Lorde’s breathtaking gown was embroidered with a protest poem by neo-conceptual artist Jenny Holzer, whose work delivers poetry in public spaces. The feminist was part of Lorde’s testimony of the power of words — particularly in a Hollywood reckoning against sexual misconduct, as highlighted by celebrities in their Golden Globes black dress code.
The dress played with the connotations of red: Hester’s adultery in The Scarlet Letter; the red carpet; red’s ubiquitous association with passion. And while this was happening in New York City, Zara’s headquarters in Artexio, Spain was denounced for their own literary appropriations.

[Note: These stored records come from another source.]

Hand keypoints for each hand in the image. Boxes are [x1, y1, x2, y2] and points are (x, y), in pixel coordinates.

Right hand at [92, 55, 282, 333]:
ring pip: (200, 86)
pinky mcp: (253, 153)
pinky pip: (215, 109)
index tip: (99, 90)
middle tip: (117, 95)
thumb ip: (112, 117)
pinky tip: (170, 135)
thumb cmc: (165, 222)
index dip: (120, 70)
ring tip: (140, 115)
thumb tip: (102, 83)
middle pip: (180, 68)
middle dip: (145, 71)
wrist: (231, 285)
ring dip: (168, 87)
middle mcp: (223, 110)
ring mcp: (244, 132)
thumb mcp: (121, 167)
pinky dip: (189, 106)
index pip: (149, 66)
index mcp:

Of the 2.5 million items that Zara distributes per day, this little black dress, printed with quotation marks strikingly similar to Off-White’s signature branding slinked across the front as though a name badge couldn’t say enough. The drama here is that this look is just too straightforward in how it’s “borrowing” from Off-White.
So how did Lorde get the silent O.K. in a climate where Diet Prada is keeping tabs on everyone?
Lorde borrowed a poem and credited the poet. This was also one of the first times anyone has so publicly expressed wording in literal pen and ink to paper; needle and thread. In a world of borrowing and quotations à la Zara et Lorde, we’ve been using clothing to illustrate ideas in the context of form, symbols and repetition since symbology in ancient empires. Even a straight jacket owned by Agnes Richter was fretfully embroidered with words twisted into the yarns of her jacket to reflect her declining mental state in a German asylum.
So what’s wrong with commandeering the words of another?
No one can truly know the intention—are the words are being passed off as original?—except for the person who applied them. Lorde’s method to her melodramatic dress realized the importance of her presence at the event, not only as a means of standing behind her work, but also how, as a woman artist, it takes a lot to be recognized and awarded. Virgil Abloh does not own quotation marks, but he used them to convey his ideas about fashion as a form of architecture.
Zara doesn’t owe anyone for misusing the ideas of other designers. Their quote lends nothing significant to the design, nor the person who wears it.
After all, Zara’s dress is only one of 2.5 million.